Poet Jeremy Long channels the spirit of Long Island sound and the depths of the human soul in the poetry collection, FAIR NOW, LATER RAIN. As the title suggests, FAIR NOW, LATER RAIN is a weather report for the soul. It’s calm now, but there are always dark clouds on the horizon. But Long also suggests that once the storm passes, there is sunshine and healing, the hope of reuniting.
Some of the poems in this book sound like standup comedian Steven Wright’s dry observations. “Oak,” for example is a simple one liner, loaded with context about choice, destiny, and forces beyond our control.
“An acorn that falls is halfway to completing its task.”

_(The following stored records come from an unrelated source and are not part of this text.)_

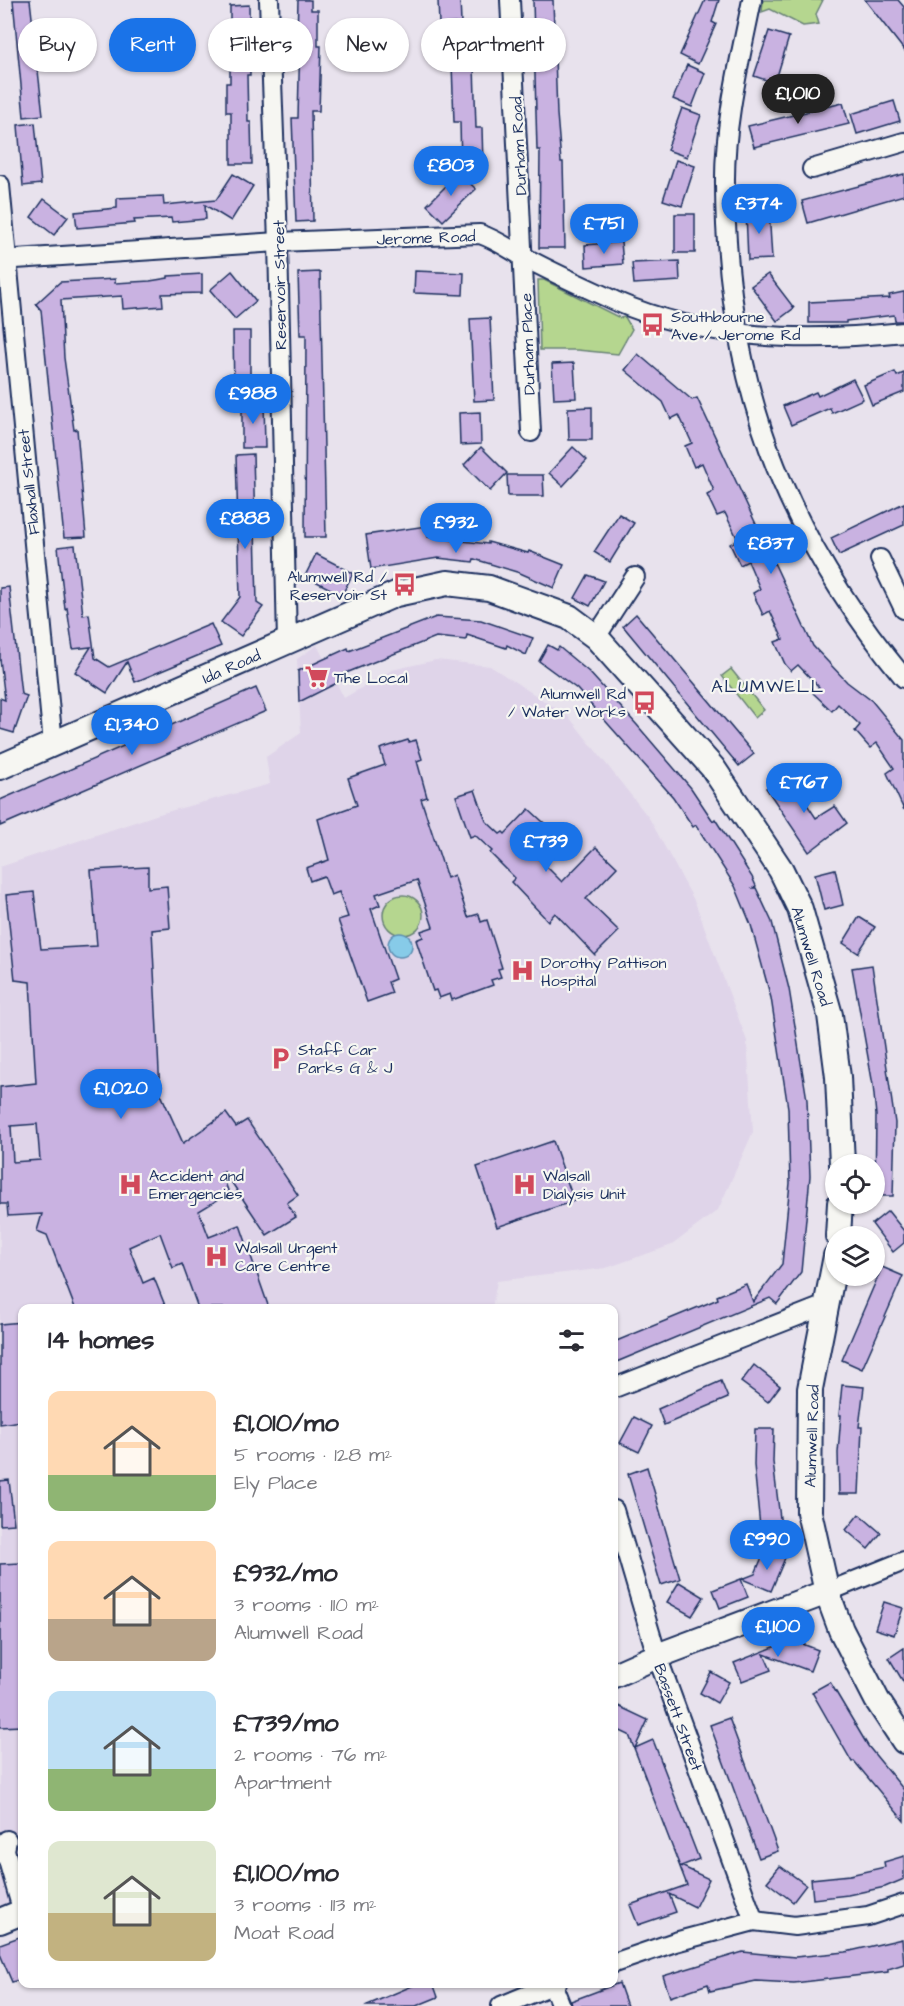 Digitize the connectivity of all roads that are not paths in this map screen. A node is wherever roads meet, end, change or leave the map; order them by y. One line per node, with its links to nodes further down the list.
1 (269, 0): 7 (street, Reservoir Street)
2 (510, 0): 8 (street, Durham Road)
3 (752, 0): 11 (street)
4 (904, 142): 5 (street)
5 (812, 169)
6 (0, 185): 9 (street, Flaxhall Street)
7 (278, 242): 8 (street, Jerome Road); 9 (street, Jerome Road); 19 (street, Reservoir Street)
8 (523, 257): 11 (street, Jerome Road); 12 (street, Durham Place)
9 (3, 260): 21 (street, Flaxhall Street)
10 (904, 332): 11 (street, Jerome Road)
11 (738, 335): 20 (street)
12 (531, 432)
13 (880, 559): 15 (street)
14 (636, 577): 18 (street)
15 (898, 583): 17 (street)
16 (396, 594): 18 (street, Alumwell Road); 19 (street, Ida Road)
17 (904, 609)
18 (596, 637): 23 (street, Alumwell Road)
19 (287, 642): 21 (street, Ida Road)
20 (904, 678)
21 (53, 744): 22 (street, Ida Road)
22 (0, 767)
23 (842, 1154)
24 (830, 1286): 25 (street, Alumwell Road)
25 (826, 1305): 26 (street); 29 (street, Alumwell Road)
26 (618, 1386)
27 (618, 1524): 30 (street, Bassett Street)
28 (904, 1561): 29 (street)
29 (827, 1592): 30 (street); 32 (street, Alumwell Road)
30 (657, 1656): 31 (street); 39 (street, Bassett Street)
31 (618, 1673)
32 (904, 1741)
33 (3, 1834): 34 (street); 35 (street)
34 (18, 1852)
35 (18, 1897)
36 (904, 1904): 39 (street)
37 (18, 1913): 38 (street)
38 (0, 1921)
39 (754, 1921): 40 (street)
40 (618, 1962)
41 (544, 1988): 43 (street)
42 (555, 1988): 44 (street)
43 (501, 2006)
44 (561, 2006) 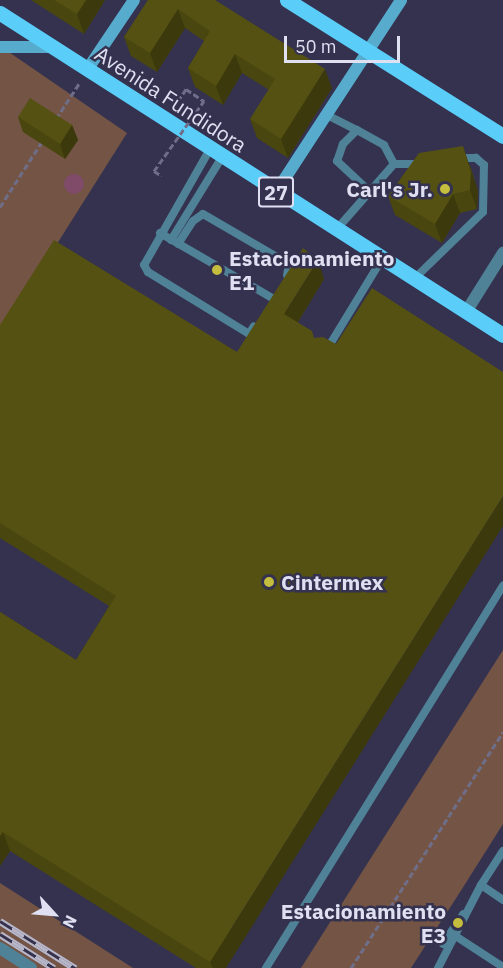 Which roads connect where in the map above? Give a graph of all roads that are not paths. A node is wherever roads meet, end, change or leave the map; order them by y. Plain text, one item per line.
1 (134, 0) edge
2 (287, 0) edge
3 (401, 0) edge
4 (0, 13) edge
5 (0, 47) edge
6 (52, 47) junction
7 (368, 52) junction
8 (87, 70) junction
9 (327, 115) junction
10 (357, 130) junction
11 (503, 136) edge
12 (216, 153) junction
13 (394, 164) junction
14 (368, 190) junction
15 (276, 192) junction
16 (336, 230) junction
17 (160, 233) junction
18 (175, 242) junction
19 (503, 253) edge
20 (382, 259) junction
21 (414, 279) junction
22 (284, 280) edge
23 (278, 289) edge
24 (272, 298) junction
25 (266, 307) edge
26 (466, 312) junction
27 (261, 316) edge
28 (503, 335) edge
29 (325, 352) edge
30 (503, 586) edge
31 (503, 851) edge
32 (481, 885) junction
33 (503, 900) edge
34 (457, 938) junction
35 (443, 945) dead end
36 (0, 948) edge
37 (503, 967) edge
38 (32, 968) edge
39 (266, 968) edge
40 (438, 968) edge

1 - 8 street
2 - 7 main road
3 - 7 street
4 - 6 main road, Avenida Fundidora / 27
5 - 6 street
6 - 8 main road, Avenida Fundidora / 27
7 - 9 street
7 - 11 main road
8 - 12 main road, Avenida Fundidora / 27
9 - 10 lane
9 - 15 street
10 - 13 lane
10 - 14 lane
12 - 15 main road, Avenida Fundidora / 27
12 - 17 lane
12 - 18 lane
13 - 14 lane
13 - 21 lane
14 - 16 lane
15 - 16 main road, Avenida Fundidora / 27
16 - 20 main road, Avenida Fundidora / 27
17 - 18 lane
17 - 27 lane
18 - 22 lane
18 - 24 lane
19 - 26 street
20 - 21 main road, Avenida Fundidora / 27
20 - 29 lane
21 - 26 main road, Avenida Fundidora / 27
23 - 24 lane
24 - 25 lane
26 - 28 main road, Avenida Fundidora / 27
30 - 39 lane
31 - 32 lane
32 - 33 lane
32 - 34 lane
32 - 35 lane
34 - 37 lane
34 - 40 lane
36 - 38 street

Long doesn’t shy away from rhyme — or ending a poem with a strong couplet. Pieces like “Fallen Leaf” sound like a gangster rapper more obsessed with existential angst than material possessions or sexual conquests. “Five More Miles” could pass for Woody Guthrie lyrics, a weathered cowboy pining for a lost love. Religious themes and images of autumn permeate this collection. Long dives deep in longer pieces like “Shoestring Blues,” “Gold,” and “Crumble, I’m a Mountain,” where he explores themes of death, decay, and rebirth. Loss is a recurrent theme; the spark of life stolen by death. Sorrow, grief and heartache march through the pages of FAIR NOW, LATER RAIN like dutiful soldiers. “This is the Tenth” — about the death of a longtime love — sums up many of the collection’s themes of sorrow and memory, the embers that remain when love is extinguished. Every loss contains a seed of hope, Long suggests in “Common Lilies.”
“Hope is a flower born/
of what once was there.”
There’s a sense of restlessness in FAIR NOW, LATER RAIN, a disquieted soul haunting the earth in search of meaning . Or a lost love. Long suggests that perhaps love is what infuses the mundane moments of life with meaning. He’s not wrong.
Jeremy Long’s elegant verse captures the many phases of grief and the hope of renewal in FAIR NOW, LATER RAIN, a moving collection of poems about life after death.